Several digital education providers also spearheaded the role of leading the move to this alternative academic ecosystem.
“During the past few weeks while children are learning online and teachers are using remote learning, many of them for the first time, we are running free webinars for all teachers to show how they can use the various features on our platforms to serve them during this distance learning phase,” Tabbaa Bibi opines.
While e-learning and supporting educational technologies have gained momentum in the aftermath of the virus, technological advancements, in the recent past, have paved the way for new educational models such as a flipped classroom.
A type of blended learning, this model facilitates the seamless integration of digital resources into a traditional classroom setting. Inverse to the convention of introducing new content at school and then assigning tasks to students for home, a flipped classroom model introduces content to students at home which they then practice at school, allowing for a more personalised learning experience.

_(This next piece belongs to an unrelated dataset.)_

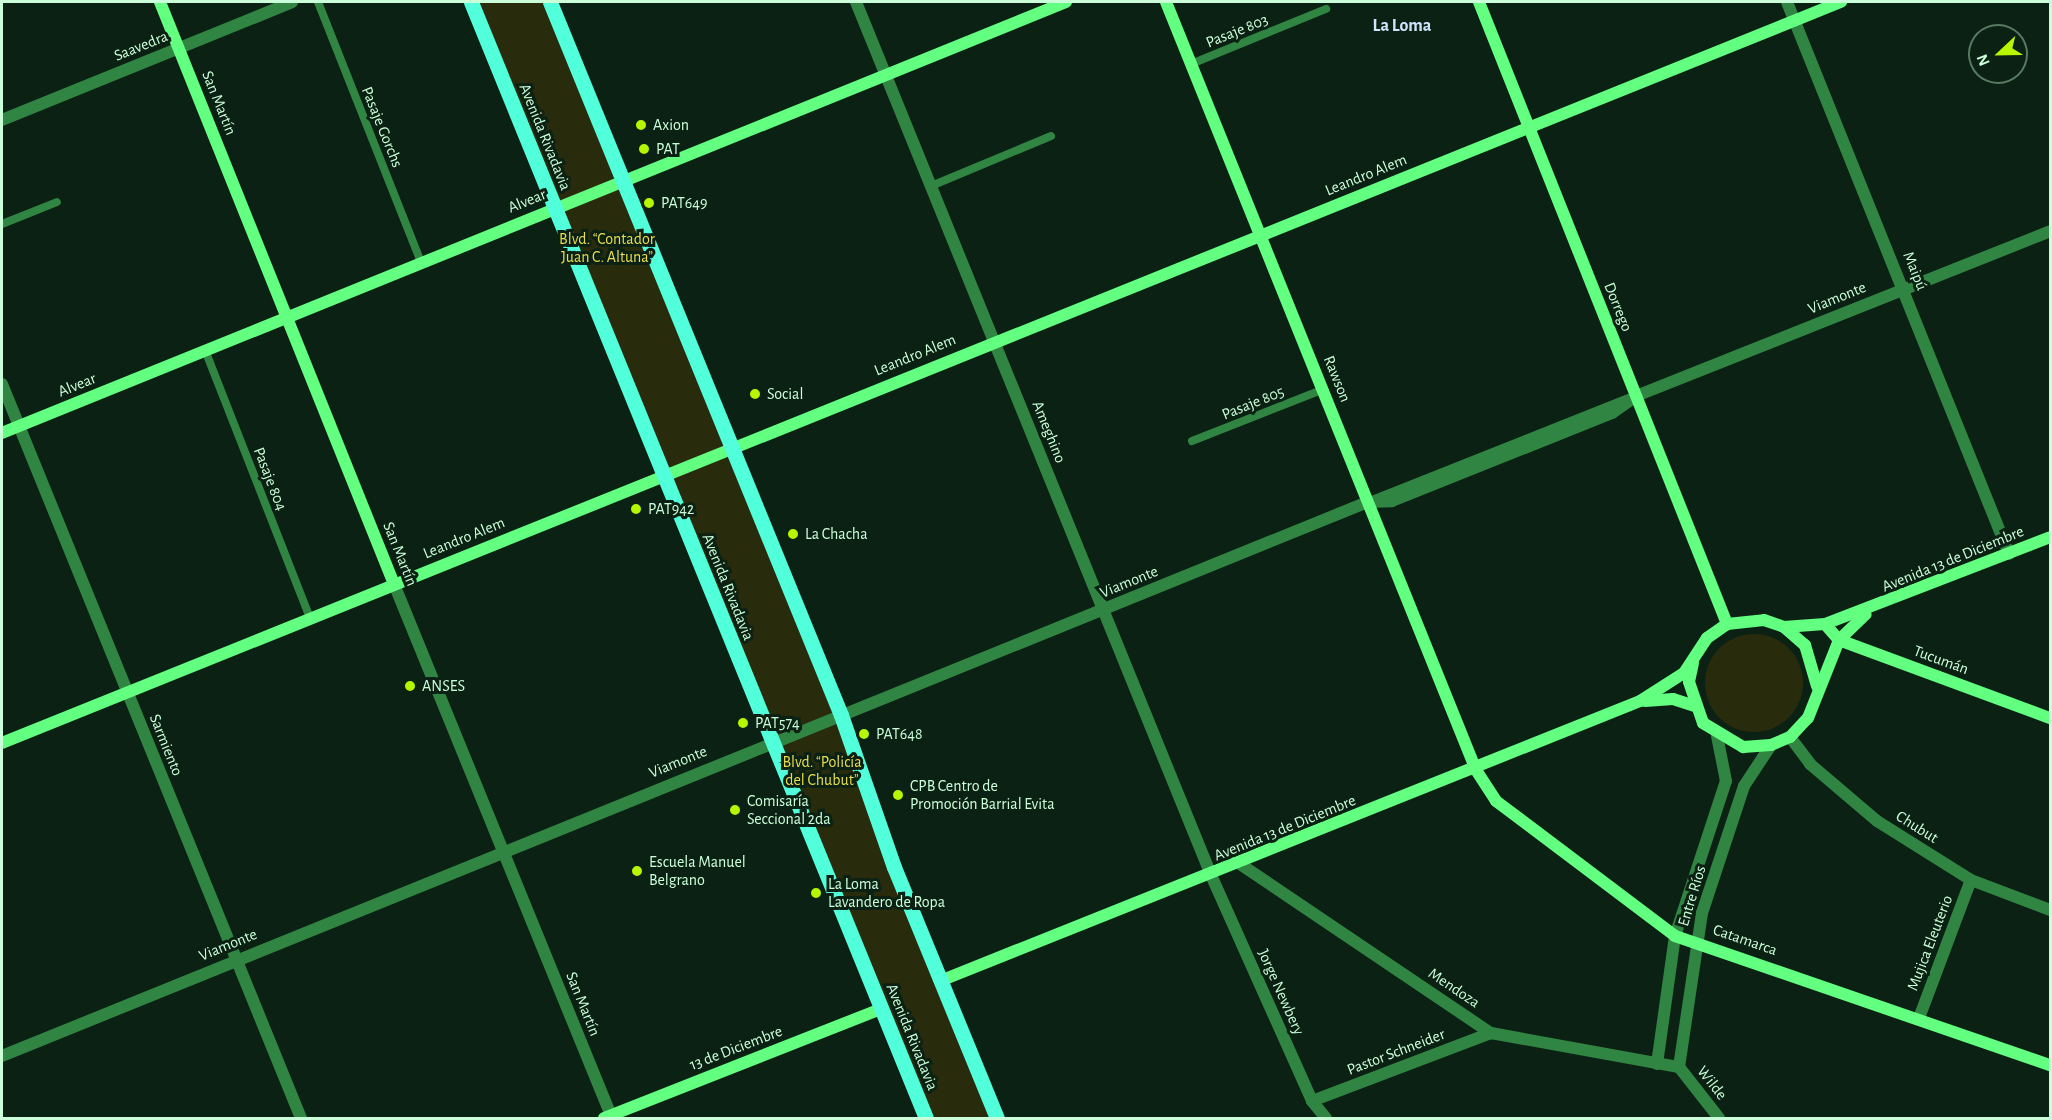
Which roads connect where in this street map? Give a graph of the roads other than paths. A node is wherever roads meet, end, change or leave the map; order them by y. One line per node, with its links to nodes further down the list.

“As a region with one of the highest mobile phone penetrations in the world, accompanied with the shortage of qualified teachers, deploying education technology inside and outside the classroom is a no-brainer. Technology has given teachers access to endless resources and new teaching techniques such as flipped classrooms, which allow students to get creative and become engaged,” Tabbaa Bibi opines.
While the jury is still out on whether e-learning in the post Covid-19 era will or should continue in its holistic form, there is no denying that social distancing in recent weeks and investment in the region’s edtech space have hinted at its significance and continued growth in the coming years. As many as 222 edtech firms currently operate in the GCC while in Q1 2020, $2m was invested in edtech startups in the GCC, MAGNiTT revealed.
The pandemic may also have triggered growth in existing education models such as homeschooling, prompting parents in the region to take it upon themselves to educate their children, given its financial benefits.
“Homeschooling has been on the rise globally for the past few years due to its affordability and flexibility amongst other reasons. E-learning tools have been a major factor of that boom and will still play a huge part as parents take it upon themselves to teach their children in the convenience of their homes,” Tabbaa Bibi adds.
“I believe that those who have always homeschooled will continue to do so. Parents who have experienced the lifestyle of online learning now realise they have a choice. Parents will first make that choice based upon the safety of their children. Secondly, they will put into context their economic position and what they can afford for schooling. Parents will need to develop a relationship and build trust with their online teachers and school. Online schooling will need to meet the rigours of licencing and accreditation so that students graduating from the programme are ready for university,” Claver adds.
However, what is clear is that e-learning won’t replace schools and that children still yearn for social engagement, argues MAGNiTT’s Bahoshy.
“Another revelation, though, is the use of e-learning platforms by adults to learn new skills. In previously hectic lives, adults did not have the time to learn new habits. These times have brought awareness to the adult e-learning industry as well,” he adds.